== GIVEN RECORDS
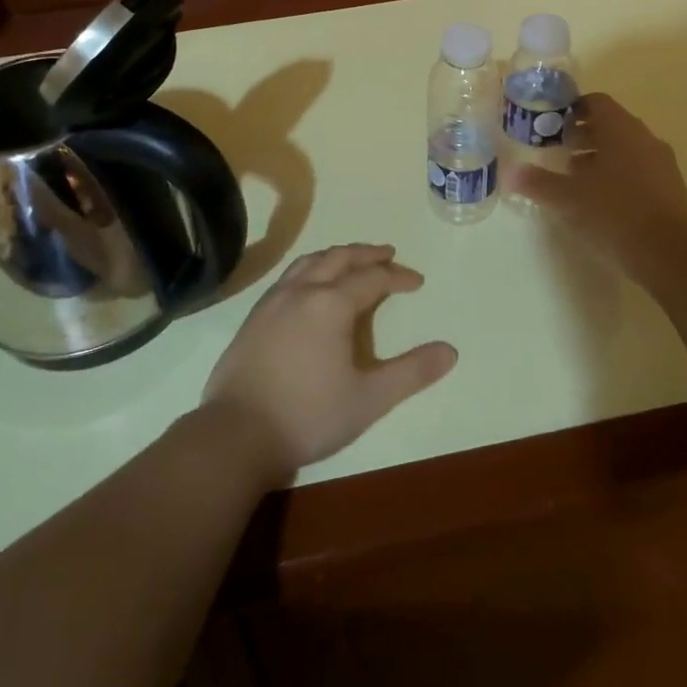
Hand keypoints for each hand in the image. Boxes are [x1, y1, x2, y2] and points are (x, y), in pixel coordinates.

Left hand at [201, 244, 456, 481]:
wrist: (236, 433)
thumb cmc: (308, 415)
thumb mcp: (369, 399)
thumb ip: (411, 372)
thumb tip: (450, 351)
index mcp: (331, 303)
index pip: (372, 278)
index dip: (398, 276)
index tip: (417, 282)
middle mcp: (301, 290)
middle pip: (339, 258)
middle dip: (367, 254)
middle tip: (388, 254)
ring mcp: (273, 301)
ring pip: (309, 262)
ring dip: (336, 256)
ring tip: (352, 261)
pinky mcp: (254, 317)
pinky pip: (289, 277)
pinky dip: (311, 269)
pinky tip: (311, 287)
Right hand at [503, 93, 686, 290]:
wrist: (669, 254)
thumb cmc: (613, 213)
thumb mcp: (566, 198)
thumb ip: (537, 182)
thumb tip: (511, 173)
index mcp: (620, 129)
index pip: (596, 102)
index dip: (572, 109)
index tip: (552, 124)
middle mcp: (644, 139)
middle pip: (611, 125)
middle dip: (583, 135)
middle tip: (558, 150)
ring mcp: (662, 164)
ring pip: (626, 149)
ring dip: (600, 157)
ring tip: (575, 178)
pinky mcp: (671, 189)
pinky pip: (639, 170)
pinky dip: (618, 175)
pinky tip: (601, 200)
====
§ TASK PROMPT: Every entry above is to be printed again exactly, pictures omitted.

§ ANSWER TO THIS TASK:
Hand keypoints for each hand in the image. Boxes are [x1, y1, x2, y2] and points are (x, y), in pixel coordinates.

Left hand at [201, 244, 456, 481]:
wrist: (236, 433)
thumb cmc: (308, 415)
thumb mcp: (369, 399)
thumb ip: (411, 372)
thumb tip: (450, 351)
index mcp: (331, 303)
index pip: (372, 278)
index dip: (398, 276)
index tip: (417, 282)
middle mcp: (301, 290)
middle pip: (339, 258)
middle dip: (367, 254)
middle tip: (388, 254)
ring mcp: (273, 301)
ring pip: (309, 262)
ring dip: (336, 256)
ring tip: (352, 261)
pinky mcp: (254, 317)
pinky pip: (289, 277)
pinky dip: (311, 269)
pinky tip: (311, 287)
Right hand at [503, 93, 686, 290]:
wrist: (669, 254)
thumb cmc: (613, 213)
thumb mcp: (566, 198)
thumb ip: (537, 182)
thumb tip: (511, 173)
index mcp: (620, 129)
index pip: (596, 102)
index dip: (572, 109)
index tip: (552, 124)
middle mcp: (644, 139)
middle pip: (611, 125)
middle dip: (583, 135)
middle tip: (558, 150)
ring mcp: (662, 164)
ring pip: (626, 149)
ring dip: (600, 157)
ring tip: (575, 178)
pinky mcp: (671, 189)
pinky pip: (639, 170)
pinky dip: (618, 175)
pinky tip: (601, 200)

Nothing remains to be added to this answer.